Western blot analysis

We used western blot analysis to validate the Pol II protein level, and H3K4me3 and H3K27me3 modification levels in double thymidine blocked synchronized HaCaT cells (Supplementary Method 4). Primary antibodies for Pol II (C15200004), H3K4me3 (C15410003), and H3K27me3 (C15410195) were obtained from Diagenode.

RNA interference

All cells were transfected with 20 nM siRNAs or Antisense LNA GapmeR (Antisense oligo; ASO) using Lipofectamine RNAimax (Invitrogen™, 13778030) when seeded, according to the manufacturer’s protocol. Cells were harvested after 48 and/or 72 h at about 70% confluence. MISSION® siRNA Universal Negative Control #1 (Sigma, SIC001) and the negative control A Antisense LNA GapmeR (Qiagen, LG00000002) were used as controls for siRNAs and ASO, respectively. The producers and sequences of siRNAs and ASO are listed in Table S6. All cell culture experiments were performed in three or more independent experiments, and with siRNAs/ASO targeting two different sequences within the same lncRNA.

Viability assay

We performed cell counting using Moxi z mini automated cell counter (ORFLO Technologies) to investigate how knockdown of the lncRNA candidates affected cell growth. All four cell lines (HaCaT, A549, LS411N, and DLD1) were seeded in triplicates for each condition in a 24-well tray and counted 72 h after transfection. Each well was washed twice with preheated PBS and trypsinated for 5–10 min before the cells were resuspended in preheated growth medium and counted. We applied a two-tailed, paired Student’s t-test to test whether the growth was significantly different (p < 0.05) between cells transfected with negative control siRNA/ASO and a lncRNA target-specific siRNA/ASO in at least three independent experiments.

Statistical analysis

The results were presented as the mean values ± standard error of mean (SEM).
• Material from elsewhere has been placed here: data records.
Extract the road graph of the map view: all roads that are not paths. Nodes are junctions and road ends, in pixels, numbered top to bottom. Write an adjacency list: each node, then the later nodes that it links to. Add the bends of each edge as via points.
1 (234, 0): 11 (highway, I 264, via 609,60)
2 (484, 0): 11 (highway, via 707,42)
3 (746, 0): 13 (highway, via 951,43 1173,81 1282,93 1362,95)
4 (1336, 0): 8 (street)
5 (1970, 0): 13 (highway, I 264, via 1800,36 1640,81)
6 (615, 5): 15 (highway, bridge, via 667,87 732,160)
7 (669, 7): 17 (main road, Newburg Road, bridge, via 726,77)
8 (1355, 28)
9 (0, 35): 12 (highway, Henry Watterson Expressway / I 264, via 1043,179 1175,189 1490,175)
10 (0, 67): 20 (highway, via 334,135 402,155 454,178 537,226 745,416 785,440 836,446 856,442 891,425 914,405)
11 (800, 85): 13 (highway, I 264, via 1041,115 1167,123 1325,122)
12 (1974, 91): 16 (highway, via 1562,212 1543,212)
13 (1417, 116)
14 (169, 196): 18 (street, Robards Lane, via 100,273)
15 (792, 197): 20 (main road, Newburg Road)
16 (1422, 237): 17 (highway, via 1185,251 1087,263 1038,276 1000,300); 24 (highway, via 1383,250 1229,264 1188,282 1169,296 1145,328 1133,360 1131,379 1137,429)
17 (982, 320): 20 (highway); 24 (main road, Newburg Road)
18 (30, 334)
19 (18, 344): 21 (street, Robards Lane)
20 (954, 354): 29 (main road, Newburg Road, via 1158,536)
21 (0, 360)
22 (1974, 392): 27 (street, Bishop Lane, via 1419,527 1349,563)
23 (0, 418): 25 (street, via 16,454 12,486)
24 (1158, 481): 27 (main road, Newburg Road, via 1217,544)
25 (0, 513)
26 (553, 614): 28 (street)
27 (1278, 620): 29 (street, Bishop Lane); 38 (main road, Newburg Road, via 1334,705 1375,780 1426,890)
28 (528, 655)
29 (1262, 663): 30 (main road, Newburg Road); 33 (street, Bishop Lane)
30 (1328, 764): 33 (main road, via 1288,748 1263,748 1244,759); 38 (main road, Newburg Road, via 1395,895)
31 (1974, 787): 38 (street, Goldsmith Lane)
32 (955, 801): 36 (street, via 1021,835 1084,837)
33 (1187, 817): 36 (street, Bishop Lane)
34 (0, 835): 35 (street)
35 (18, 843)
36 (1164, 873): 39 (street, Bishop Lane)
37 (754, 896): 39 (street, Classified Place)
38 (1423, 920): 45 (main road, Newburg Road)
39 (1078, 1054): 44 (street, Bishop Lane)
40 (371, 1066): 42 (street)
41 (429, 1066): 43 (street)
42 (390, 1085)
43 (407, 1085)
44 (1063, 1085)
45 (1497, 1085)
Differences between groups were estimated using the two-tailed Welch’s t-test, assuming unequal variances. The one-sample t-test was used to compare the mean of the sample data to a known value. We used a hierarchical, linear model and ANOVA to calculate (1) the percent growth inhibition across four cell lines and (2) the distribution of HaCaT cells in different cell cycle phases in response to siRNA/ASO-mediated knockdown of the candidate lncRNAs, assuming a random effect for each cell line/siRNA/ASO. A value of P < 0.05 was considered statistically significant for all tests. All data analyses were performed in R. Plots were made using the packages gglot2 and ggpubr. Gene ontology (GO) analyses were done with the package gProfileR.